Data items:
•••••
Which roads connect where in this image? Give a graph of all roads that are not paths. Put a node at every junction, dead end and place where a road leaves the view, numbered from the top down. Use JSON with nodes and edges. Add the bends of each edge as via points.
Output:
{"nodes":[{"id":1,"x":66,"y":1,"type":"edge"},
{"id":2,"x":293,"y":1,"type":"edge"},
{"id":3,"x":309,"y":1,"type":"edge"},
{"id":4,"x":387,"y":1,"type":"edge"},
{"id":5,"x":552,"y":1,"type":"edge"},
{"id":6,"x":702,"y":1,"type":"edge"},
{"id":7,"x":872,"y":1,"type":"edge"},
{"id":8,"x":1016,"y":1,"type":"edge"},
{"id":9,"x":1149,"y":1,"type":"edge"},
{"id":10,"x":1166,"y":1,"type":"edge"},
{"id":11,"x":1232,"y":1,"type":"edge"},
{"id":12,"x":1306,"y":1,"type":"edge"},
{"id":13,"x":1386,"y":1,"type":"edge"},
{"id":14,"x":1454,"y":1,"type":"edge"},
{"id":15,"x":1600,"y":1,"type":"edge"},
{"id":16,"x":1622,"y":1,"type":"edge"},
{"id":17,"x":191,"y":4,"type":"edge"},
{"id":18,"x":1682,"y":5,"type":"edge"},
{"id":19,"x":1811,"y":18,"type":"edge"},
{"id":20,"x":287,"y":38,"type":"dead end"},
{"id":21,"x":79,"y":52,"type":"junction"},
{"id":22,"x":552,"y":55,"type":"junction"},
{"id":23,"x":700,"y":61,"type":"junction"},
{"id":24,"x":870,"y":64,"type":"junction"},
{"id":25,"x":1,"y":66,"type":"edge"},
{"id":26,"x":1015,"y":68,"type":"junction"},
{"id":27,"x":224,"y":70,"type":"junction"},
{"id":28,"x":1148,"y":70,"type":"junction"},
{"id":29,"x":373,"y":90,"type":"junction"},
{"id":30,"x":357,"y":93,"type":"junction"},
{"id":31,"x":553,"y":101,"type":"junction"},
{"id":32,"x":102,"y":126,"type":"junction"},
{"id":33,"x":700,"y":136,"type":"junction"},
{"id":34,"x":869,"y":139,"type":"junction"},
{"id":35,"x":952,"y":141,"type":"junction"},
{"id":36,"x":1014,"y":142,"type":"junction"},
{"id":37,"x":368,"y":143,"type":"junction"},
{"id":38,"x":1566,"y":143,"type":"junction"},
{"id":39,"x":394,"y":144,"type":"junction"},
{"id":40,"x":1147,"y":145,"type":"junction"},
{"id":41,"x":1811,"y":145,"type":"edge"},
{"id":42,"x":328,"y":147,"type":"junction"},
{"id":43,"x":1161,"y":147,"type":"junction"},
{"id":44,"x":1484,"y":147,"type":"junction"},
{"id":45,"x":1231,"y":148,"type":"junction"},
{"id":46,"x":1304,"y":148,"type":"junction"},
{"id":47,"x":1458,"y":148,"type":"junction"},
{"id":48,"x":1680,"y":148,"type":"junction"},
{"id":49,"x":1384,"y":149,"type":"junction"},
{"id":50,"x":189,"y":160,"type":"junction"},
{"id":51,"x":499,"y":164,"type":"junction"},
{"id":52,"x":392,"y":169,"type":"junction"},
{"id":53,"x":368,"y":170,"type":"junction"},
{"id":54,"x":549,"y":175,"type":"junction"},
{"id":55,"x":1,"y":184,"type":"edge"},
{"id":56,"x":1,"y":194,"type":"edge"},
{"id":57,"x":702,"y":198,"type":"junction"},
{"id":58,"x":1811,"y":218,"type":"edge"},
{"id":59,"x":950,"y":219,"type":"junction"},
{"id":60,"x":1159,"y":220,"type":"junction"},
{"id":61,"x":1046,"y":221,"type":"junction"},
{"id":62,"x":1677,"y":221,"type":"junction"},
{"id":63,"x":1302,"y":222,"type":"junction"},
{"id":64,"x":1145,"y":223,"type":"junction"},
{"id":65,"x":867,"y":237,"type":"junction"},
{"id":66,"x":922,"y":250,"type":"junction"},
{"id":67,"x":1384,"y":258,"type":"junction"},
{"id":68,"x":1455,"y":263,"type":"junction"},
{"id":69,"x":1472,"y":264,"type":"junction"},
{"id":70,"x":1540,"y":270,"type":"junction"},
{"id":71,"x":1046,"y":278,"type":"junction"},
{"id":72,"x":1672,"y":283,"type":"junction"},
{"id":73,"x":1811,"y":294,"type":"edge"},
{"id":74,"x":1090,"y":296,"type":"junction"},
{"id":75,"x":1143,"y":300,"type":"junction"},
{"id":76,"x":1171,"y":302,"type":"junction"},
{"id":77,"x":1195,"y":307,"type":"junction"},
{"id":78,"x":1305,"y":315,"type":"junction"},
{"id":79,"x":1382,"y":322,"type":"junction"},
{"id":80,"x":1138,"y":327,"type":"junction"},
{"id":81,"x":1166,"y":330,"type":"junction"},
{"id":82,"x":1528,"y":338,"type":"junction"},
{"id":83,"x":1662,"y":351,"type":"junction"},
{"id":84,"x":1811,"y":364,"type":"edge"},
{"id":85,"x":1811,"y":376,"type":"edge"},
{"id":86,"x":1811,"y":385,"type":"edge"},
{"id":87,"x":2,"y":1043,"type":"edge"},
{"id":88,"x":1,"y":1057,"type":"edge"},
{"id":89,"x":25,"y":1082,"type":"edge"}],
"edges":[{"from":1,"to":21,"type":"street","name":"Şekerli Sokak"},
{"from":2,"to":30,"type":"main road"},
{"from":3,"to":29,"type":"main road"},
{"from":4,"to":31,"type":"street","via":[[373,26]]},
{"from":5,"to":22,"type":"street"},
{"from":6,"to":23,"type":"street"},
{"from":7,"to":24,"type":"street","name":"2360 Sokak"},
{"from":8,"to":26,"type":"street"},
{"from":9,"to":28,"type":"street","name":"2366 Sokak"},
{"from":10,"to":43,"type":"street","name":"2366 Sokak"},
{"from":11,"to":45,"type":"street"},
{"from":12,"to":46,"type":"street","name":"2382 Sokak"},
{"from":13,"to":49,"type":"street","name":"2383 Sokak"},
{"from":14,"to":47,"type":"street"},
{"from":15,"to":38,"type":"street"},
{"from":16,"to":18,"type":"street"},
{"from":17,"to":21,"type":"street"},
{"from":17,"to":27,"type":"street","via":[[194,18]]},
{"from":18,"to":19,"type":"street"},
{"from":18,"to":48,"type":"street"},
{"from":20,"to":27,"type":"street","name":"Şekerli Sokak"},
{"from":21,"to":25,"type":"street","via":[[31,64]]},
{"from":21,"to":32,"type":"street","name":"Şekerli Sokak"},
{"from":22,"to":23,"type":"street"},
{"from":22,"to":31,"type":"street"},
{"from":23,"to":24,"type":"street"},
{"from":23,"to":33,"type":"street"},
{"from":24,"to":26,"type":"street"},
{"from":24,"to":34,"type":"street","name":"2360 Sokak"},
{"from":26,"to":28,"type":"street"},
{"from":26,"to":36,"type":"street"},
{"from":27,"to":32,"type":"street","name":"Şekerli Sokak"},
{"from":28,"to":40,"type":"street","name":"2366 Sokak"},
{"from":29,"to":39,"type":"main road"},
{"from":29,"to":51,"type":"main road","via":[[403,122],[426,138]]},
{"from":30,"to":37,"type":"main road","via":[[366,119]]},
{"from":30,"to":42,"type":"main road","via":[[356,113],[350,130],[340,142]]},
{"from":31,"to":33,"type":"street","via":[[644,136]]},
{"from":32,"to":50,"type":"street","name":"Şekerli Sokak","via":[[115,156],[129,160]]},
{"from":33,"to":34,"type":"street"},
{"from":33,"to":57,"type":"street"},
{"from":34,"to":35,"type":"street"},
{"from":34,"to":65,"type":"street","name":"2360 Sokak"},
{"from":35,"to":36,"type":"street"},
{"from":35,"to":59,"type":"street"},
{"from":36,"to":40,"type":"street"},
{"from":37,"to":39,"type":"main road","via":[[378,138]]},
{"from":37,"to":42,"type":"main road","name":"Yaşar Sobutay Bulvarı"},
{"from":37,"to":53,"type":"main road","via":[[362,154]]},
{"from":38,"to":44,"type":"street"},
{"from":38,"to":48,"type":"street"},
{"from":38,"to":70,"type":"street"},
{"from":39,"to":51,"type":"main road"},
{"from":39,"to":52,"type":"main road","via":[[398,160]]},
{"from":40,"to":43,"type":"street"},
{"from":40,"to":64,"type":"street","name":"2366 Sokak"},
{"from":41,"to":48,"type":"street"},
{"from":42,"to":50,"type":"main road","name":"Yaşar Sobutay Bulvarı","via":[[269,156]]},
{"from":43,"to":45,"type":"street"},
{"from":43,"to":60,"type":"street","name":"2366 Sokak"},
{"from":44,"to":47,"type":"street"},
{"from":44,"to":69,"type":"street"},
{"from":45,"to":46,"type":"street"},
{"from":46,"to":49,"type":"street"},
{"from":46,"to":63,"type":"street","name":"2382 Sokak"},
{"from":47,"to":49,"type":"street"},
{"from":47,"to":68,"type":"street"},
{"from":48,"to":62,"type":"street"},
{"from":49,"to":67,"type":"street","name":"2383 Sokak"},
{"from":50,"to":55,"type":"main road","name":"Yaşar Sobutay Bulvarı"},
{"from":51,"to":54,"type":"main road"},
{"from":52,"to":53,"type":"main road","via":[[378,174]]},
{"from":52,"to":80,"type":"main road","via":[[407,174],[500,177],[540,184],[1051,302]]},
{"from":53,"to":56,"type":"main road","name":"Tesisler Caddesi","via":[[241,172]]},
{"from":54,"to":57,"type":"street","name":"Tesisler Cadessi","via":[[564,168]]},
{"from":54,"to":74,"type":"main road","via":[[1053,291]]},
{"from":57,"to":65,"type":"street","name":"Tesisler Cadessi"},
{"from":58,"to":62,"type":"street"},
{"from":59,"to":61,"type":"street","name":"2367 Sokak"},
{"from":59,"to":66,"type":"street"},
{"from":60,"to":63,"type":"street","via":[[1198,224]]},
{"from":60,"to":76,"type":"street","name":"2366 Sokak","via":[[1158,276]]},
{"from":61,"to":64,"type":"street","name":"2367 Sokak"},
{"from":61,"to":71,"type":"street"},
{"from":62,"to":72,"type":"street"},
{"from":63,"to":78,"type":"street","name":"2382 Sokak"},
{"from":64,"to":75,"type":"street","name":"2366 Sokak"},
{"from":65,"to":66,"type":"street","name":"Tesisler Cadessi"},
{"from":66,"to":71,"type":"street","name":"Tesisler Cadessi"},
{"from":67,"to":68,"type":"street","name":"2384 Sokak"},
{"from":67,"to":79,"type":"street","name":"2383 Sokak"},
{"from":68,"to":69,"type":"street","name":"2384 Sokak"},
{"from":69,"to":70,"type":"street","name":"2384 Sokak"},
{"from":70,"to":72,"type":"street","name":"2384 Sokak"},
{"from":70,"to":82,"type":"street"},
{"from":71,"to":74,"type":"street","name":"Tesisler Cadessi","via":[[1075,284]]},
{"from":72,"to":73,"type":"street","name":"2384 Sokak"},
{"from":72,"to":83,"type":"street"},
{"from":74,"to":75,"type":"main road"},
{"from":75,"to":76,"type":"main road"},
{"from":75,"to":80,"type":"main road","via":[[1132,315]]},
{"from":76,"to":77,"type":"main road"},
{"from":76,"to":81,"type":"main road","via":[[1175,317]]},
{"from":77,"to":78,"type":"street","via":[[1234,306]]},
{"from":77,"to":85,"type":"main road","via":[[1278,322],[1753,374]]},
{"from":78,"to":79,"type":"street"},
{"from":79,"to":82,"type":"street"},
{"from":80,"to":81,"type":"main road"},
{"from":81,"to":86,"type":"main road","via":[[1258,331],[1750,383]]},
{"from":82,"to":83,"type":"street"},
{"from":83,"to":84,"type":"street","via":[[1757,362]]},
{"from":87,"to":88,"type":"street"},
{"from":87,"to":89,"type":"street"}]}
•••••
## What the exercise asks
Count every line in the records that holds "Cadessi" and give that count by itself.

## Solution for this problem
5